Collected data entries:
▬▬▬

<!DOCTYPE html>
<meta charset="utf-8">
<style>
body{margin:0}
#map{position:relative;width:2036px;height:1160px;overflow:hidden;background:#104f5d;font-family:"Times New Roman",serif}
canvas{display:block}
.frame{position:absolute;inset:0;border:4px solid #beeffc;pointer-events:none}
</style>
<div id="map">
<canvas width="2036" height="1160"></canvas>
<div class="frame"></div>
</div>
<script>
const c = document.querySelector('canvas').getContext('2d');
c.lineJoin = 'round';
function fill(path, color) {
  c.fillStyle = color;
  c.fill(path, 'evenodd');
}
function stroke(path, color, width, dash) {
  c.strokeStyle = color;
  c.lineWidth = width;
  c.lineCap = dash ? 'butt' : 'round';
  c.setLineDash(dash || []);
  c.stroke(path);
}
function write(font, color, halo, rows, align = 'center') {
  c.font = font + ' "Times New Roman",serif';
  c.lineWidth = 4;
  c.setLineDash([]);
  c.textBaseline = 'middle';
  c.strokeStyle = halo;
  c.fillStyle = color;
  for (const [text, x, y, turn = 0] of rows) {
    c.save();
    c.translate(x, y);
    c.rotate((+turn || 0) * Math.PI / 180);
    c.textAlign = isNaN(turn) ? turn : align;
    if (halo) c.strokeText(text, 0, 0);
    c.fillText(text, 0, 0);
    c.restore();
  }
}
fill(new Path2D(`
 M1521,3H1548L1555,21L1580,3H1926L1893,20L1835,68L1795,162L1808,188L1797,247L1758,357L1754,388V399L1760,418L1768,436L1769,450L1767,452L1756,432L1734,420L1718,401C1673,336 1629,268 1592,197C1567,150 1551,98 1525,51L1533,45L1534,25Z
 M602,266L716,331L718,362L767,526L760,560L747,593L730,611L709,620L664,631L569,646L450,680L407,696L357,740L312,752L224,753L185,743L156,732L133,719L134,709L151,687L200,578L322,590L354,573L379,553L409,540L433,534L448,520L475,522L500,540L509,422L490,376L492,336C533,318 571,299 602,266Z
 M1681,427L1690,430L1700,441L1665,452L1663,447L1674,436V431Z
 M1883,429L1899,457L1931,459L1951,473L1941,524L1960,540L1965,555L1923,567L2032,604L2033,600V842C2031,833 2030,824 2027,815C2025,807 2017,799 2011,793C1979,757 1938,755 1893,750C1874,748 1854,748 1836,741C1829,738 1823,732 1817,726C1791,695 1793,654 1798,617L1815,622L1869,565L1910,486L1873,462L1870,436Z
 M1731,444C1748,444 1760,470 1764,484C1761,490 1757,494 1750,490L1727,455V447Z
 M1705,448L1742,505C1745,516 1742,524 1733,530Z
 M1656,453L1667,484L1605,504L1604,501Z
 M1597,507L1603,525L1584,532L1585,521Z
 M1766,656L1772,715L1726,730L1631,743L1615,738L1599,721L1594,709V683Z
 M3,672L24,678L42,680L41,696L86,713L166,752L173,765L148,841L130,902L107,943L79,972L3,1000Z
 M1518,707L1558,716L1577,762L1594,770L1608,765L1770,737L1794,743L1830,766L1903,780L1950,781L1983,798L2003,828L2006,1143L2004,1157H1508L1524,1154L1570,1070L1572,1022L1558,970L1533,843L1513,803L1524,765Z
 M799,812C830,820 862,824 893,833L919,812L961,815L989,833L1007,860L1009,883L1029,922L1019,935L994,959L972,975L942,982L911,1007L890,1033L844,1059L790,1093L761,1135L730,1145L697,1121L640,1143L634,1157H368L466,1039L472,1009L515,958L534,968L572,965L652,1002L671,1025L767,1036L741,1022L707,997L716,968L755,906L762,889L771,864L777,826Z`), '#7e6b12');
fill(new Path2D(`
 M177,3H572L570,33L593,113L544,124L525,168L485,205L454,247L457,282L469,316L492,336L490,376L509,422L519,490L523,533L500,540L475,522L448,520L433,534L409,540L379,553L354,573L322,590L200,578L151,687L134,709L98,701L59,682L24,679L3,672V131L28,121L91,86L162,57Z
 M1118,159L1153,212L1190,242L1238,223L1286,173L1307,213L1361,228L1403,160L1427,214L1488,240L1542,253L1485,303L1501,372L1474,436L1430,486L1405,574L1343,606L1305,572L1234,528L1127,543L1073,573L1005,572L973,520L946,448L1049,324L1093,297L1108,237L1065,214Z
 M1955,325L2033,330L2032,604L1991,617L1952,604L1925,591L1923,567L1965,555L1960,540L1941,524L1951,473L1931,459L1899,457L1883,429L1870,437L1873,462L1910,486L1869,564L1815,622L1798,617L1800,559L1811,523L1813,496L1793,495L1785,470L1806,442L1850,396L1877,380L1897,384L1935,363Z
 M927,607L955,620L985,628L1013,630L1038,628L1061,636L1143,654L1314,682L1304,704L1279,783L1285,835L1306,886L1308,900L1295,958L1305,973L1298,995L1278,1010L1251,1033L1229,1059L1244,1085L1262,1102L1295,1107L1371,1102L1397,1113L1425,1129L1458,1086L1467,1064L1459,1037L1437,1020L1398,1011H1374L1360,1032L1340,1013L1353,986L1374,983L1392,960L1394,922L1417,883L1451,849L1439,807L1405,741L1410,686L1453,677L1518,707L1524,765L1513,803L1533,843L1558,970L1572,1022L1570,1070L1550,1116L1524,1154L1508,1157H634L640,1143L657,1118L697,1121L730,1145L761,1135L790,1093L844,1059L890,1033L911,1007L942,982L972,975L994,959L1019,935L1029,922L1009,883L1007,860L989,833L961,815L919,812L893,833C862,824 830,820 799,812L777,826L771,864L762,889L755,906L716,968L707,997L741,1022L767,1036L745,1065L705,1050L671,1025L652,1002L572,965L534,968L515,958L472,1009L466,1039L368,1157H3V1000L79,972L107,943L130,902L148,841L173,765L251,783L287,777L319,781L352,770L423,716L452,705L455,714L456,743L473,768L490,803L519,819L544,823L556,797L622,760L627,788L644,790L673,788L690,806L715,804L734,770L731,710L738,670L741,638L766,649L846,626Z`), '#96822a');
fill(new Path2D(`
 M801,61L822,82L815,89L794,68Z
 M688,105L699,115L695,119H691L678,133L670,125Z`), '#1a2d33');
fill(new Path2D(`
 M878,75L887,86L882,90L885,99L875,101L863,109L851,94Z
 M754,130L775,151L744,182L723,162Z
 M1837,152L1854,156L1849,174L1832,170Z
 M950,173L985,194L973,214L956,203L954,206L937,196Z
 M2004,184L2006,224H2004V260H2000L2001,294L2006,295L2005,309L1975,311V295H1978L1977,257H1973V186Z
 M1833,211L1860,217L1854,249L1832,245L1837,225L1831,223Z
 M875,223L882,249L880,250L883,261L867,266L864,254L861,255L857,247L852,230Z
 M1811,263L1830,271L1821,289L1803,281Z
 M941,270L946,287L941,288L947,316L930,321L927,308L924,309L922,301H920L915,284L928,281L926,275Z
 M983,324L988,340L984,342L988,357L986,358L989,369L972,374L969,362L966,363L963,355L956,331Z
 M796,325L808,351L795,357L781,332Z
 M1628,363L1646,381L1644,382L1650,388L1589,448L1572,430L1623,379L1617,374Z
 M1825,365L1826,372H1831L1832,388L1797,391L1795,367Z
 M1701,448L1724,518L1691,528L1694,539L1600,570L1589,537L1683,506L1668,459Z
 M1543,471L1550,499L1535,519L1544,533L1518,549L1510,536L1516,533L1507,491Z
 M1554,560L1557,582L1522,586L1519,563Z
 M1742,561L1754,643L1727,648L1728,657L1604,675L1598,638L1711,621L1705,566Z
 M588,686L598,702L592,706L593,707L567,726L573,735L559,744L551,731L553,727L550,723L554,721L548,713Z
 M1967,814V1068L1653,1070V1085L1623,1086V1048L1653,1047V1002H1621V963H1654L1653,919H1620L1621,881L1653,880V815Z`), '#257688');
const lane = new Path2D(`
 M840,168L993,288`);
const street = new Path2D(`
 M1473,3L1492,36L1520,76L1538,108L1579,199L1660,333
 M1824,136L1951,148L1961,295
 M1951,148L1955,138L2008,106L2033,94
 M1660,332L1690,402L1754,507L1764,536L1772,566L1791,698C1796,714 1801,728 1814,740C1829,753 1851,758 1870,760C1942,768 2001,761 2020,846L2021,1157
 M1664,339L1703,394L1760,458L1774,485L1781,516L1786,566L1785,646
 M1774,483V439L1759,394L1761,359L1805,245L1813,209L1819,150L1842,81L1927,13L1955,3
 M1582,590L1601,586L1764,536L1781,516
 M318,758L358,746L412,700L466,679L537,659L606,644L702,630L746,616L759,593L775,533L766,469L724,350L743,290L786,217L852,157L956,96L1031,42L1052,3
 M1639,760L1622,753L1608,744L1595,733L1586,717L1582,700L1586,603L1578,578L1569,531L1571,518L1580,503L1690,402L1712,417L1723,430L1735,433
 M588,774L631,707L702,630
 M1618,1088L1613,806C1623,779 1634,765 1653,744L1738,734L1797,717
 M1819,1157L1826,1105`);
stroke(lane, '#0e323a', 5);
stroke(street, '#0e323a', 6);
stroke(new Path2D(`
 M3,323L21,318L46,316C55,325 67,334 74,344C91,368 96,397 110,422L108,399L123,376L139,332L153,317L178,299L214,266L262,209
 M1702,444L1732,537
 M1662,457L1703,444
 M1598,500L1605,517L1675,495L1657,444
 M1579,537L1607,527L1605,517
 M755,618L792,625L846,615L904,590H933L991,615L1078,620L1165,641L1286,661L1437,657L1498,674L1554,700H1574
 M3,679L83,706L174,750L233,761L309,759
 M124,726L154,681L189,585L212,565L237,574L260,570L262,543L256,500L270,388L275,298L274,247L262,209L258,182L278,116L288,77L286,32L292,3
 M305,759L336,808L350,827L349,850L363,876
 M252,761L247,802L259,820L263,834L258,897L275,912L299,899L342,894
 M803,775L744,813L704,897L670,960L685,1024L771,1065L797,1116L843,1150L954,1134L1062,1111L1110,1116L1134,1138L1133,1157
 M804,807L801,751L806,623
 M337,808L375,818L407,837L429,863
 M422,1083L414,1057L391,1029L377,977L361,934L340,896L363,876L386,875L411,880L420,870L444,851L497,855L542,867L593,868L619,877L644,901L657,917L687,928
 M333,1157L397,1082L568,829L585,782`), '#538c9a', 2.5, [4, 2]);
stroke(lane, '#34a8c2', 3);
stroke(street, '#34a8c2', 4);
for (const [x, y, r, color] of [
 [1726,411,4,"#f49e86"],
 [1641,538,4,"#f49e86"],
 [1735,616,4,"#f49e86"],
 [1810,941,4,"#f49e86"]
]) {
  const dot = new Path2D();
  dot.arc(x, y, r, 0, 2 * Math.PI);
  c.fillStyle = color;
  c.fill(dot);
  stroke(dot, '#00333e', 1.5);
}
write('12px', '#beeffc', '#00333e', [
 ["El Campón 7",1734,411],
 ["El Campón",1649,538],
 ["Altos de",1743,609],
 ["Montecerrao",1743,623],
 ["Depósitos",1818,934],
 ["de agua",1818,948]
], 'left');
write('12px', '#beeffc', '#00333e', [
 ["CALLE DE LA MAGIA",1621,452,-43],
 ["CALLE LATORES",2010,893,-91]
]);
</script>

▬▬▬

Problem description: Copy every line above in which the string "halo" shows up.

Written solution:
function write(font, color, halo, rows, align = 'center') {
  c.strokeStyle = halo;
    if (halo) c.strokeText(text, 0, 0);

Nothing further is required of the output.